■ **What you need to do**
The following data has a line with "thumb tip: (210, 380)" and a line with "pinky mcp: (310, 182)". Write out exactly those lines and all the lines between them.

■ **Given information**
═══

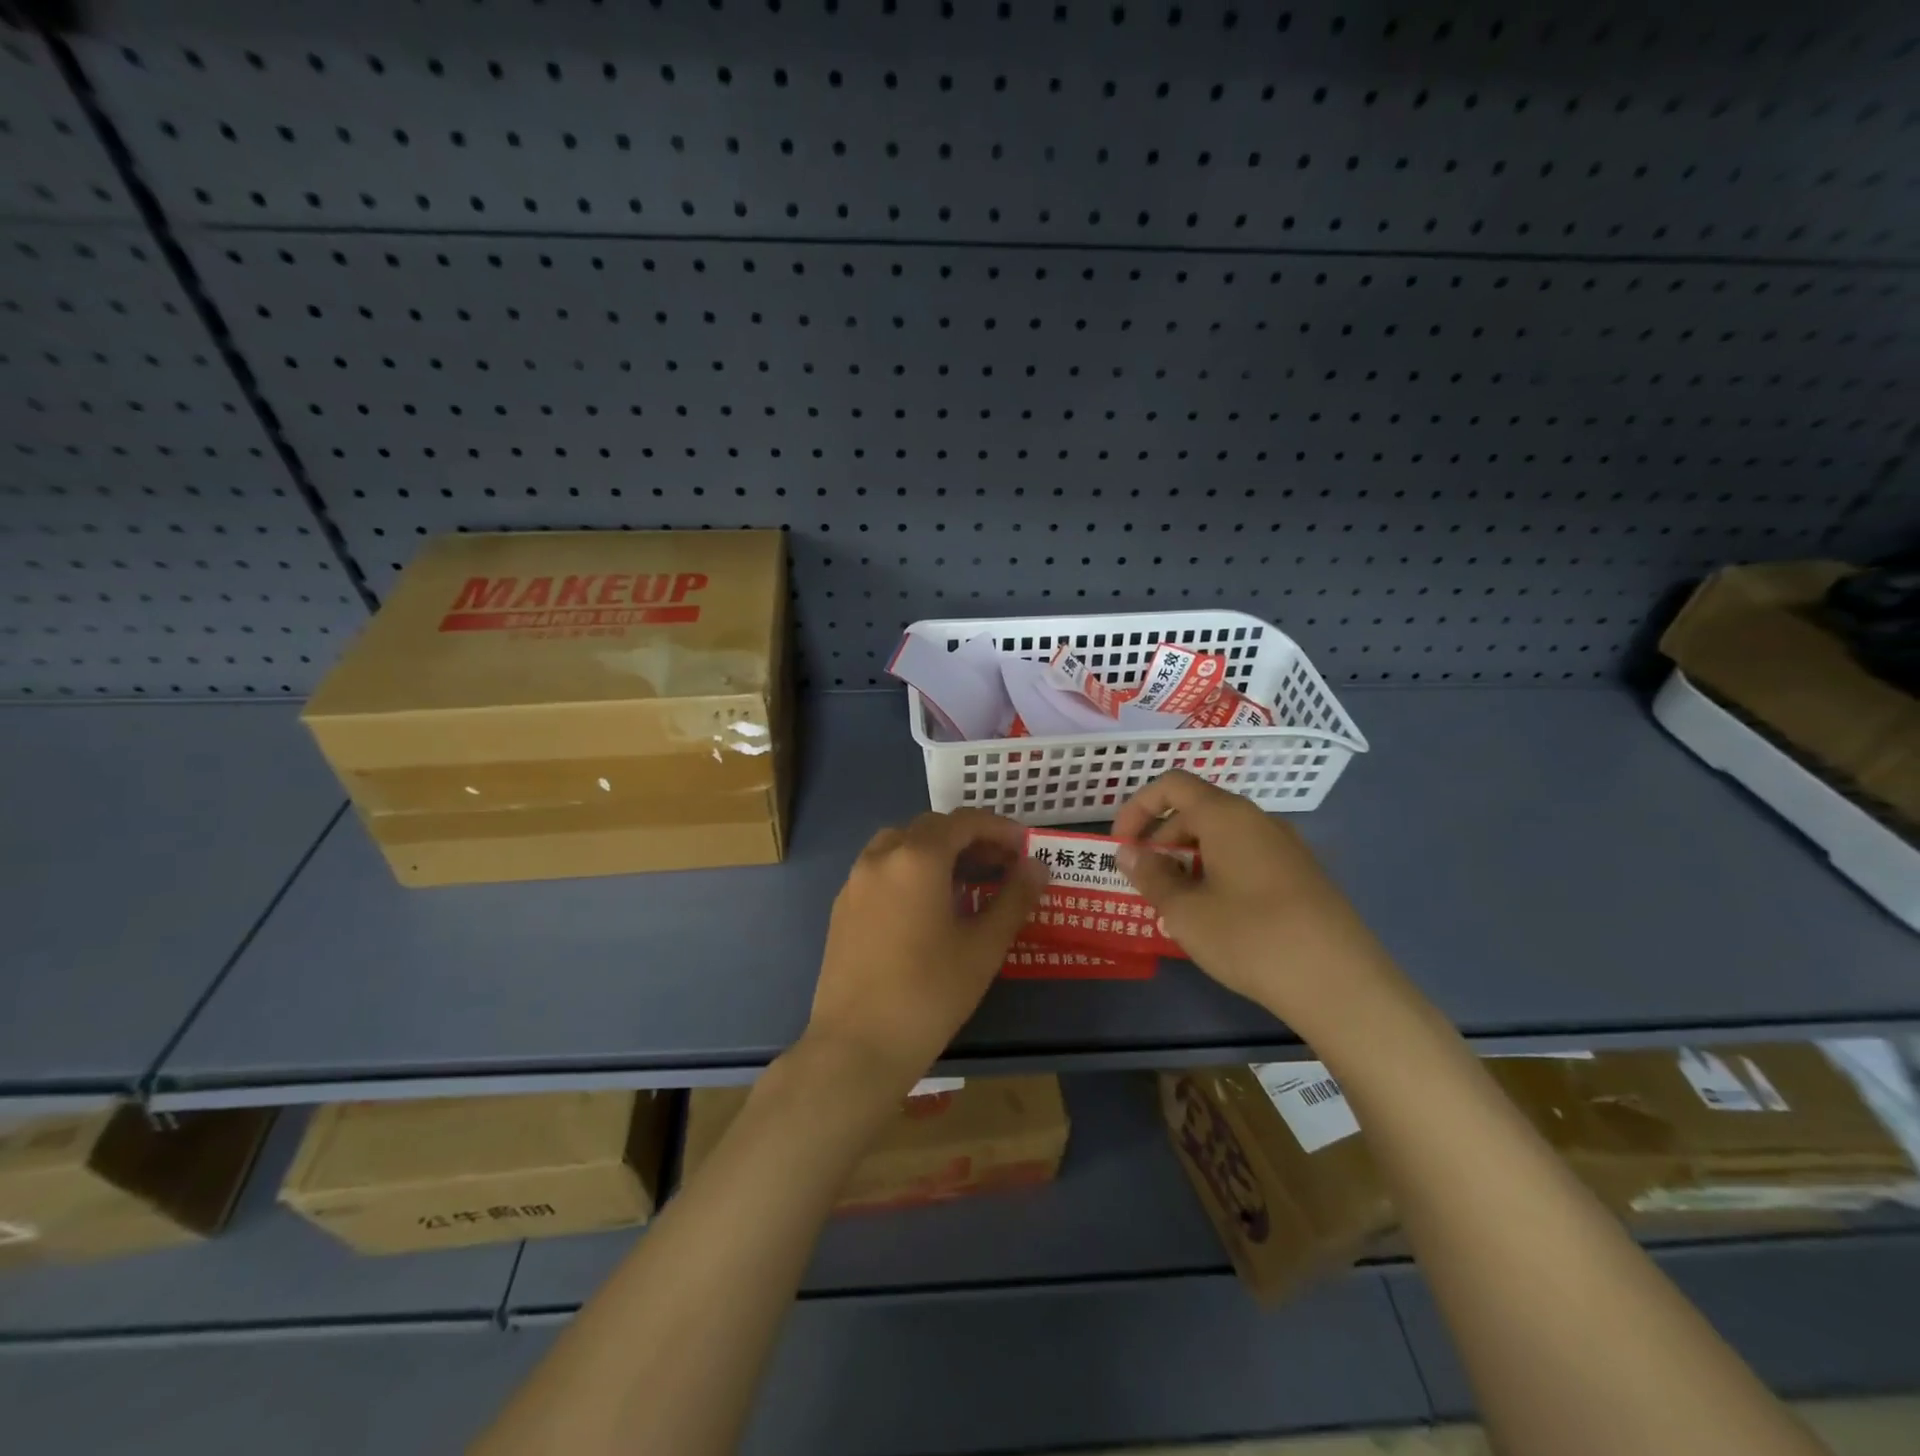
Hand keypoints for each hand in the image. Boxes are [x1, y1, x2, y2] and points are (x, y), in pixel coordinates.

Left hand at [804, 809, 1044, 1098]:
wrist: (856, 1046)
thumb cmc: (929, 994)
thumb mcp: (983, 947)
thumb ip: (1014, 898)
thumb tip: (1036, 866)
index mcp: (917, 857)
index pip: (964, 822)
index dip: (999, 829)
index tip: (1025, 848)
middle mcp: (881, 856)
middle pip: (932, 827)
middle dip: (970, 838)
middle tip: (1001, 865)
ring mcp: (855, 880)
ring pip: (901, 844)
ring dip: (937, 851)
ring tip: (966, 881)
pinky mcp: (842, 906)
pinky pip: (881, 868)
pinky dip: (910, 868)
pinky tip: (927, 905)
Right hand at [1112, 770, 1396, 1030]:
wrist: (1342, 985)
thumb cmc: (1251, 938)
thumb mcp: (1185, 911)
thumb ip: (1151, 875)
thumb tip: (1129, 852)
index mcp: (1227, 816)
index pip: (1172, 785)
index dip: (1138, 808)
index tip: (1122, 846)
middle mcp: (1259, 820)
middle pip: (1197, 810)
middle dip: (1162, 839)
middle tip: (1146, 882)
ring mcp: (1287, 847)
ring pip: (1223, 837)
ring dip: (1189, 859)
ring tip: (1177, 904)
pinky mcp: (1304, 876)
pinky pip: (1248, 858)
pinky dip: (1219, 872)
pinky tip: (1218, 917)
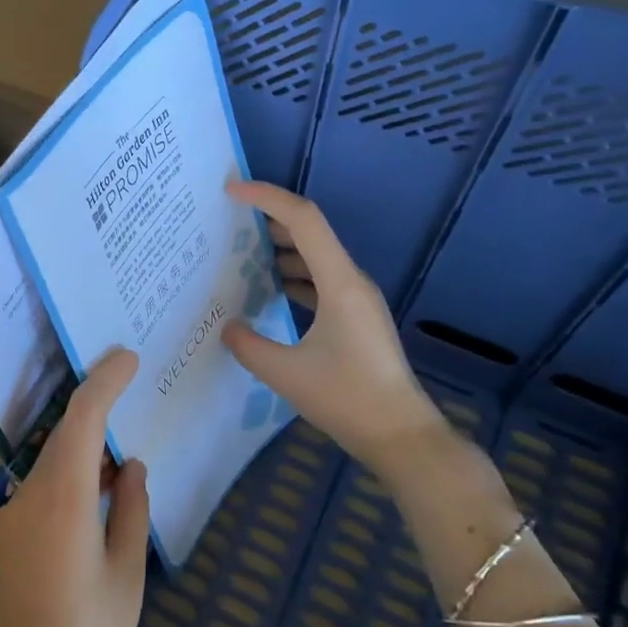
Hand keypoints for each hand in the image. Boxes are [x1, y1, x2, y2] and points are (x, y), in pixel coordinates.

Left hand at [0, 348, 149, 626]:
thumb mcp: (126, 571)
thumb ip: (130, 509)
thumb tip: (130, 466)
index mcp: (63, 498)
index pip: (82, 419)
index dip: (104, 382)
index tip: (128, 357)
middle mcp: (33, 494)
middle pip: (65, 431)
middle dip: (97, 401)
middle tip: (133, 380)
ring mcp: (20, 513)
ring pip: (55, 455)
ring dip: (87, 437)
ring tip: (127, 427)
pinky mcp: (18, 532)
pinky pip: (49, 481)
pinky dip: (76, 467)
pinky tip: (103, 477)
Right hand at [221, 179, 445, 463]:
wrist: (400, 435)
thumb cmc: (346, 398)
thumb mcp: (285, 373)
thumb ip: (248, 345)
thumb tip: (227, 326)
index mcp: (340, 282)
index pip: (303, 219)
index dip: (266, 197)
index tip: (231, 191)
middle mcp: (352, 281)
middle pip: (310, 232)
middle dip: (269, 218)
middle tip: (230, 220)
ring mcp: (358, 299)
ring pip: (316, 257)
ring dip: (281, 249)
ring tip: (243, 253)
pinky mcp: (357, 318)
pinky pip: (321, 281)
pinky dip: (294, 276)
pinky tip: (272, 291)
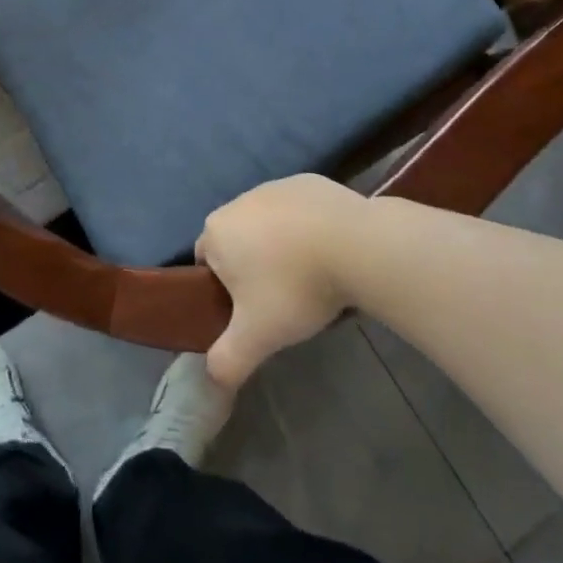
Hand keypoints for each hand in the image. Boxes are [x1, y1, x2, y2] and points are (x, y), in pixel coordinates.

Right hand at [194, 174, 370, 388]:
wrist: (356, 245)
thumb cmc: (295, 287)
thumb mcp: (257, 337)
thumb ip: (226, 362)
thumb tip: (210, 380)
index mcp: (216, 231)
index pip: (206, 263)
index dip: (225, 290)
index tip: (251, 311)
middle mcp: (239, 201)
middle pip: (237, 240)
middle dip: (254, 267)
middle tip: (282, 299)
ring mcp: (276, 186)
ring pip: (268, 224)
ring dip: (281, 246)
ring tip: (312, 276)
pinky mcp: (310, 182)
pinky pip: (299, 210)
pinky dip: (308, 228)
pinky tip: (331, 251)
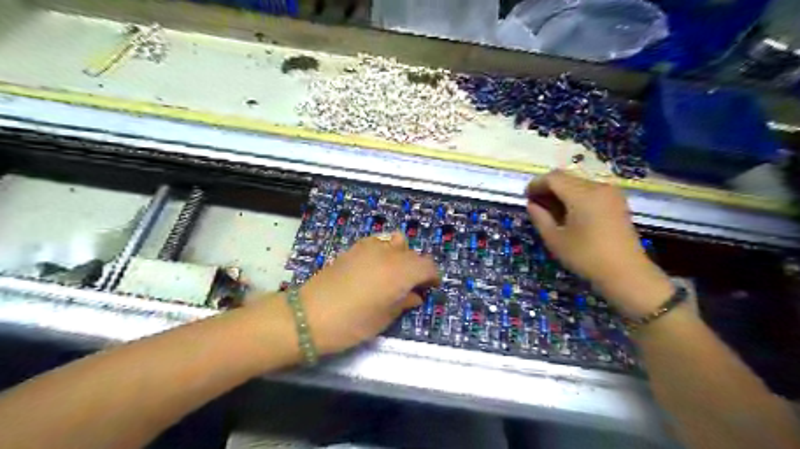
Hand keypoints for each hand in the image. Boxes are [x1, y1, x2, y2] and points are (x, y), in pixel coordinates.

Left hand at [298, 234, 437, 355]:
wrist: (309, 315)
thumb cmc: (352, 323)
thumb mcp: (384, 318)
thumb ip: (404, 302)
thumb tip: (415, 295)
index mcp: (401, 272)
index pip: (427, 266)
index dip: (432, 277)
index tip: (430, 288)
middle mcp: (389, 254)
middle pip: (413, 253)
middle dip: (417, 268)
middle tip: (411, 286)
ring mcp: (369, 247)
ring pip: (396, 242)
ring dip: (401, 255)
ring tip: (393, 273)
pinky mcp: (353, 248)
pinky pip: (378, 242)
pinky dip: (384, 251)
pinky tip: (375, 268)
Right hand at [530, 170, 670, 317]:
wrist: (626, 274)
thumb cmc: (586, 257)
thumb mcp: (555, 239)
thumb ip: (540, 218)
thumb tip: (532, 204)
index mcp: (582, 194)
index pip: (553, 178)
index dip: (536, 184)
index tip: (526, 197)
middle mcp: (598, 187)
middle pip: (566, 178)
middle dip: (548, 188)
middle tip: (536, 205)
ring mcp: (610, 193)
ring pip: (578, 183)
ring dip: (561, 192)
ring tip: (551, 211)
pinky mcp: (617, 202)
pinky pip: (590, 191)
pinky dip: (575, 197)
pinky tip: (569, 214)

═══

■ **Result of the task**
thumb tip: (210, 380)
index mcp: (216, 231)
index pip: (206, 263)
index dip: (225, 290)
index tip: (251, 311)
middle mcp: (239, 201)
middle pip: (237, 240)
middle dip: (254, 267)
middle tip: (282, 299)
ring mcp: (276, 186)
ring pip: (268, 224)
ring dip: (281, 246)
ring tip: (312, 276)
pinky mcp: (310, 182)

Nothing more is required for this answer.